Sentado en el sofá la esperó. Cuando la oyó entrar encendió la luz del salón. Ella, con las cejas apretadas, las pupilas dilatadas, y una hombruna chaqueta varias tallas más grandes de lo que necesitaba sobre los hombros, se acercó a la puerta. Aspiró con desparpajo el canuto que llevaba entre los dedos. Luego, se le acercó musitando lo que supuso era la letra de una canción. Desencajado, levantó el dedo. Le exigió finalizar con ese tipo de vida.

––Pero, ¡ya! Si es necesario, pediré el traslado ––añadió con voz ronca, levantándose del sofá.

Y ella, brillándole las pupilas como si tuvieran fuego, le gritó que era peor que su padre. Salió de la habitación dando un portazo. Aquella noche durmieron separados.

Por la mañana no estaba. Se había ido sin siquiera dejar una nota. No recogió sus cosas, ni tocó el dinero.

Ya había pasado mucho tiempo cuando la volvió a ver cantando en El Espolón. Ahora solo uno de los jóvenes acompañaba con su guitarra su voz limpia, suave, como la piel que cubría sus esqueléticas mejillas. Se acercó y dejó caer todo el dinero que llevaba en la cartera sobre el negro y raído pañuelo. Que volviera a casa. Que él la cuidaría, le susurró mientras lo hacía. Ella bajó los párpados.

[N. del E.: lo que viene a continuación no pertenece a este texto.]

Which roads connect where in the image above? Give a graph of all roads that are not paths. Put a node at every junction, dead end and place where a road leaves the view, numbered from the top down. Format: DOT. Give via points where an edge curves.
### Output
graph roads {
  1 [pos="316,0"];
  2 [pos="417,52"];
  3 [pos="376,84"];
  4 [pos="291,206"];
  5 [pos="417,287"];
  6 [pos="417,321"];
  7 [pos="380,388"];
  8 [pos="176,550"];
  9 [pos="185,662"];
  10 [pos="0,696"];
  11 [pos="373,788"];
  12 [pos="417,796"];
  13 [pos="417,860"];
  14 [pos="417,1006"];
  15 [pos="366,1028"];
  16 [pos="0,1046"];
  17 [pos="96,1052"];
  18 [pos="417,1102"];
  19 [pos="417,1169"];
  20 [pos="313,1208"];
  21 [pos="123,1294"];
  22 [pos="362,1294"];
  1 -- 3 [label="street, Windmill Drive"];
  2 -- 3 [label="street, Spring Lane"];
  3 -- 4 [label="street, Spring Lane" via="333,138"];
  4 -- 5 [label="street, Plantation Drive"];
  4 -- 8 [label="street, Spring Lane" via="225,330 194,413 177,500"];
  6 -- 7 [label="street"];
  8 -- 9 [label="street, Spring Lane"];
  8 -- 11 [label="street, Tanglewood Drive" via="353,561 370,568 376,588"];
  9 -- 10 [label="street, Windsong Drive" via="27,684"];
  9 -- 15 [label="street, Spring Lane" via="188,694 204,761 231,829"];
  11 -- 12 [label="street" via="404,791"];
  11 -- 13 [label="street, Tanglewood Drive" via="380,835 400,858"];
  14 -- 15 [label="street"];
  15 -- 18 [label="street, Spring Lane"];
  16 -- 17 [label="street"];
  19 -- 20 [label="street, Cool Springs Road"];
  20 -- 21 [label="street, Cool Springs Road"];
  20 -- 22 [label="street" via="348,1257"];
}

Y esa noche, como tantas desde aquel día en que la angustia por verla plegaba su anciano pecho, se fue al El Espolón. Se sentó en un banco cercano al lugar en donde la última vez la escuchó cantar. Esperó. Ya aparecía la luz del amanecer cuando se colocó las manos sobre las rodillas. Levantó su casi ciega mirada al cielo.

––Señor, deseo tanto verla y escuchar su voz, su risa ––susurró implorante.

El helado viento levantó una nube de hojas secas hacia el firmamento. El anciano sonrió al verlas volar. Luego, lentamente, apoyó la espalda en el banco y desmayó la cabeza sobre el pecho.